*** Opening of Source material ***

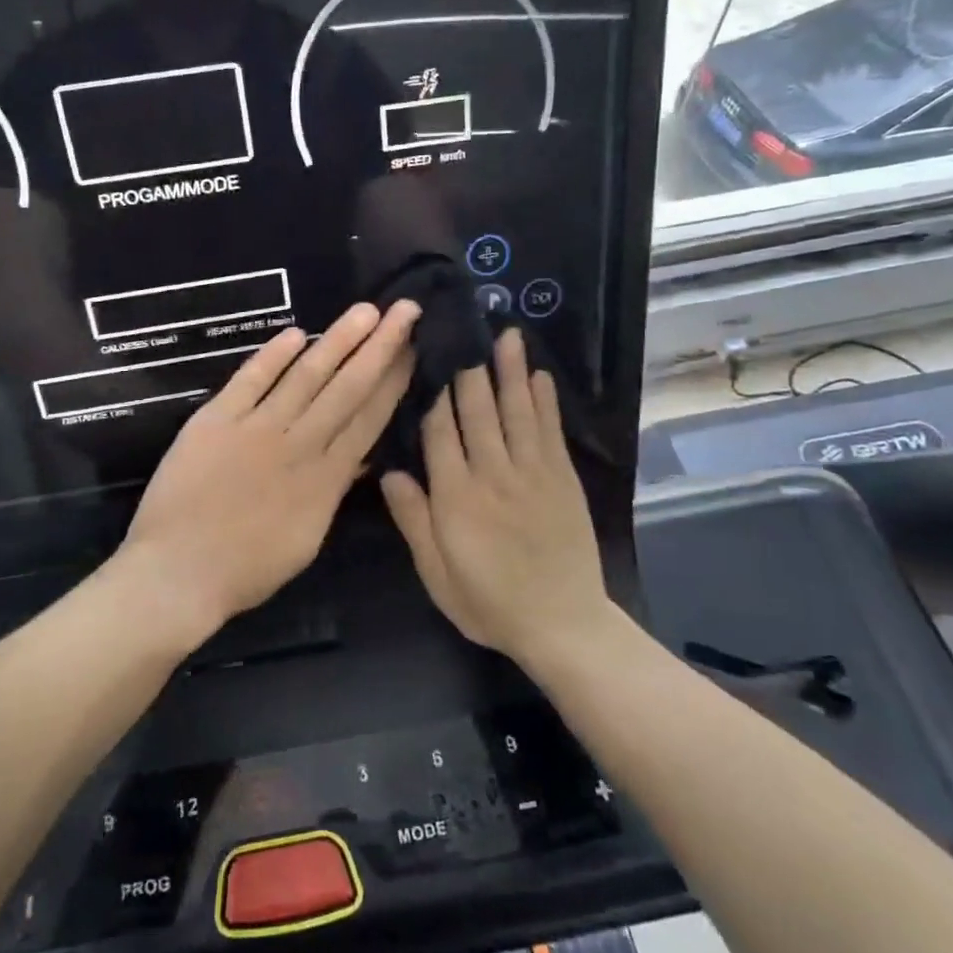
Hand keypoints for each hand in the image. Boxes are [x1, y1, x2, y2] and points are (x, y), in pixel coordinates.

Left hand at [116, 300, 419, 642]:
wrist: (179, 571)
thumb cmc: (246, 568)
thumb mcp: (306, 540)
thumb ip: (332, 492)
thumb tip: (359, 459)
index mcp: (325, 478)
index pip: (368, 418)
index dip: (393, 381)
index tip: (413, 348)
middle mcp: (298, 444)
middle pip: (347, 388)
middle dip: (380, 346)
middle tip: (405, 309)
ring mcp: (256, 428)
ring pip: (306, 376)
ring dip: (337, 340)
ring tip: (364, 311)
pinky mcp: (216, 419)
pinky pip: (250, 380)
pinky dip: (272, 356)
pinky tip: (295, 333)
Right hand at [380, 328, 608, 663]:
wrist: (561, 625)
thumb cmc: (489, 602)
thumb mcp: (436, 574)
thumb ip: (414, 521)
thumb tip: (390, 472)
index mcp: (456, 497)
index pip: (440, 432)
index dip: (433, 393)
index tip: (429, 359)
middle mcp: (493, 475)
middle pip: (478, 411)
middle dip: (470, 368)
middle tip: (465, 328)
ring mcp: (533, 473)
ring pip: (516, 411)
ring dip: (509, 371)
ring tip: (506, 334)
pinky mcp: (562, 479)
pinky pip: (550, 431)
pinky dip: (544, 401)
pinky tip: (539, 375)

*** Close of Source material ***
*** Opening of Source material ***

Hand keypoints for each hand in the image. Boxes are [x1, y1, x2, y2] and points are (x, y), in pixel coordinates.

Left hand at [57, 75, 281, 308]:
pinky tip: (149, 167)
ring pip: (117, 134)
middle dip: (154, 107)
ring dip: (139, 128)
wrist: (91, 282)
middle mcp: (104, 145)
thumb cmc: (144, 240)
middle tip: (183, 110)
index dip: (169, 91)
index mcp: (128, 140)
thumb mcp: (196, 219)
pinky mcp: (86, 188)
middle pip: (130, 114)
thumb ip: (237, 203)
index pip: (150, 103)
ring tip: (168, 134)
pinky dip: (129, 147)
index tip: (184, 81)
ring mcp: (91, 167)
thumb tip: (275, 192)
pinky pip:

*** Close of Source material ***

* _About this task_
Scan the entries for the word "index". Report each line that has it.

* _Solution to this exercise_
index mcp: (325, 478)
index pip: (368, 418)
index dip: (393, 381)
index tip: (413, 348)
index mcp: (456, 497)
index pip: (440, 432)
index dip: (433, 393)
index tip: (429, 359)
index dip: (169, 91)
index mcp: (128, 140)
index pip: (150, 103)
index tip: (184, 81)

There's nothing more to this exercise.